You shouldn't expect however, to be able to go from center to center in a multicenter trial rolling the dice until you end up in the "right" treatment arm. Even if the trial organizers didn't realize what was happening, your insurance company would be unlikely to tolerate this.
In clinical trials that compare two or more treatments or compare an active medication to a placebo, there is always a danger that too much knowledge may bias the results. People who know they're receiving the experimental treatment may be more hopeful, while people who know they're receiving the standard treatment may have a greater tendency to become discouraged. That difference in mental attitude alone might cause the patients in the first group to do better than those in the second.
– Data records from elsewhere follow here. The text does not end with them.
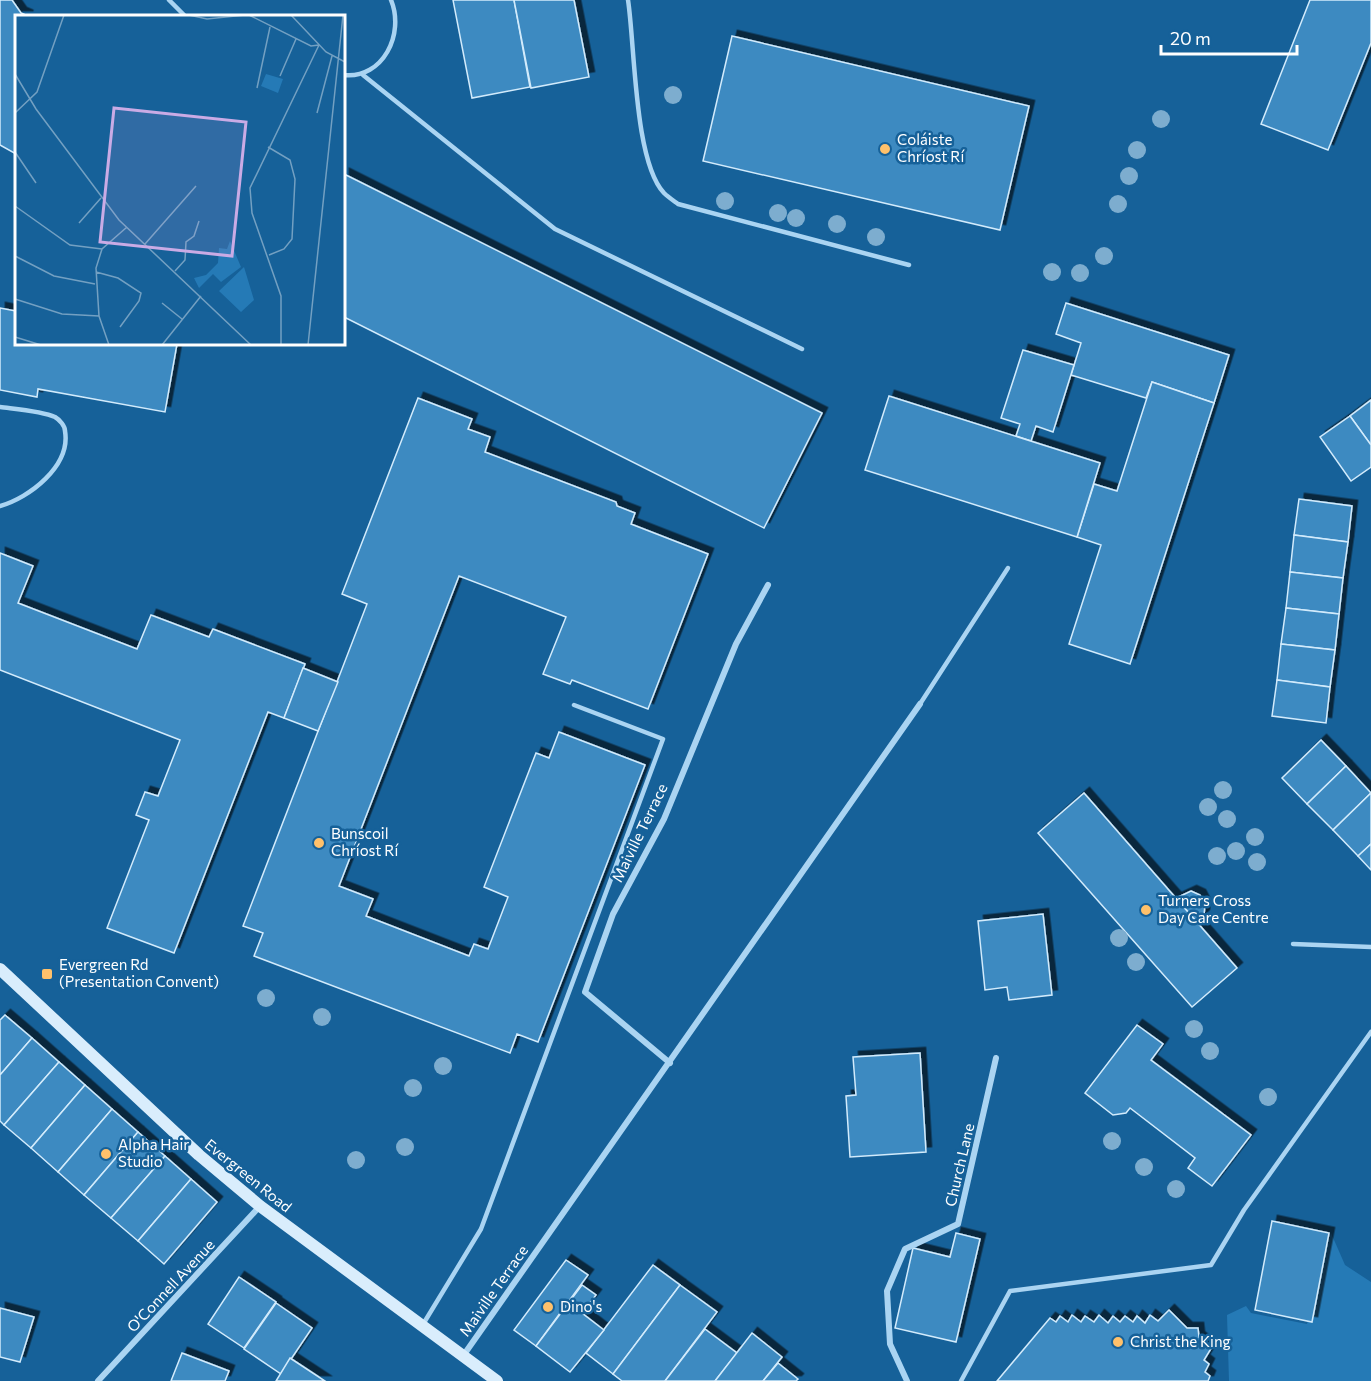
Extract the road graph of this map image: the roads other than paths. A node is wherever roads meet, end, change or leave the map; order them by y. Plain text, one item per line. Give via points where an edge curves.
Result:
1 (169, 0) edge
2 (391, 0) edge
3 (628, 0) edge
4 (184, 15) edge
5 (345, 75) edge
6 (363, 75) junction
7 (909, 265) dead end
8 (802, 348) dead end
9 (0, 406) edge
10 (0, 506) edge
11 (1008, 568) dead end
12 (768, 585) dead end
13 (920, 704) joint
14 (574, 705) dead end
15 (1293, 944) dead end
16 (1371, 947) edge
17 (0, 969) edge
18 (1371, 1032) edge
19 (996, 1058) dead end
20 (670, 1063) junction
21 (260, 1206) junction
22 (421, 1327) junction
23 (463, 1356) junction
24 (98, 1381) edge
25 (497, 1381) edge
26 (907, 1381) edge
27 (961, 1381) edge

1 - 4 lane
2 - 6 lane via 395,10 392,42 381,64
3 - 7 lane via 642,137 663,193 678,204
5 - 6 lane
6 - 8 lane via 555,229
9 - 10 lane via 55,417 64,426 67,440 60,461 43,481 13,502
11 - 13 lane
12 - 20 street, Maiville Terrace via 736,644 664,819 613,914 585,992
13 - 20 street, Maiville Terrace
14 - 22 lane via 663,739 481,1229
15 - 16 lane
17 - 21 main road, Evergreen Road via 176,1136
18 - 27 lane via 1244,1210 1211,1265 1010,1291
19 - 26 street, Church Lane via 958,1224 905,1249 887,1291 890,1344
20 - 23 street, Maiville Terrace
21 - 22 main road, Evergreen Road
21 - 24 street, O'Connell Avenue
22 - 23 main road, Evergreen Road
23 - 25 main road, Evergreen Road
For that reason, the patients participating in some clinical trials are not told which treatment group they are in. In clinical-trial lingo this is called blinding. When it's just the patients who are kept in the dark about which treatment they're receiving, the study is referred to as a single-blind trial.
Patients in a clinical trial are often not the only ones who are kept in the dark. The investigators and the clinical staff may try to maintain scientific detachment, but they're human, and they too hope that the experimental treatment they're testing will be an improvement over the standard treatment. Bias can creep in if they communicate their hopes to the patients. With a wink or a nod a nurse or a technician might let a patient know which treatment group he's in. Even if staff members try mightily to keep the secret, they may unconsciously treat patients in the different groups differently, perhaps presenting a cheerier face to patients receiving the experimental treatment.
An investigator's bias may also appear when he records or interprets clinical data. Is that patient flushed, or does he have a naturally ruddy complexion? If the research nurse knows that the standard treatment tends to give patients a slight fever, perhaps he'll be more likely to note skin flushing for a patient in the standard group. For these reasons, sometimes the investigators are also kept in the dark about which patients are receiving which treatments. When both the patients and the clinical staff are blinded, the study is referred to as a double-blind trial.
How is it possible to keep the clinical staff--and the patients--in the dark about treatments? It's relatively simple if both the experimental and standard treatments involve simple medications that are administered at regular times during the day. Someone who's not directly involved in the care of patients in the study will prepare the medications, and they'll be designed to look alike. Additionally, instead of putting the names of the medications on the labels, she'll use a code. Neither the patients nor the clinical staff will know which medications they're receiving until the code is broken at the end of the study.
If the various experimental regimens being compared are complex and very different from one another-- as in many cancer trials--or if they have very different side effects, keeping the patients and the clinical staff blinded will be difficult or impossible. For example, suppose the study is comparing chemotherapy alone with chemotherapy plus radiation. It will be obvious to everyone which group each patient is in. For that reason, single-blind and double-blind studies are relatively rare in cancer clinical trials. Clinical trials that are not blinded are known as open-label trials.
Investigators might use blinding if they were conducting a trial of an anti-nausea medication, where knowing that you got something rather than nothing might make a psychological difference. But when they're trying to measure what happens to your tumor, there's little need to be blind.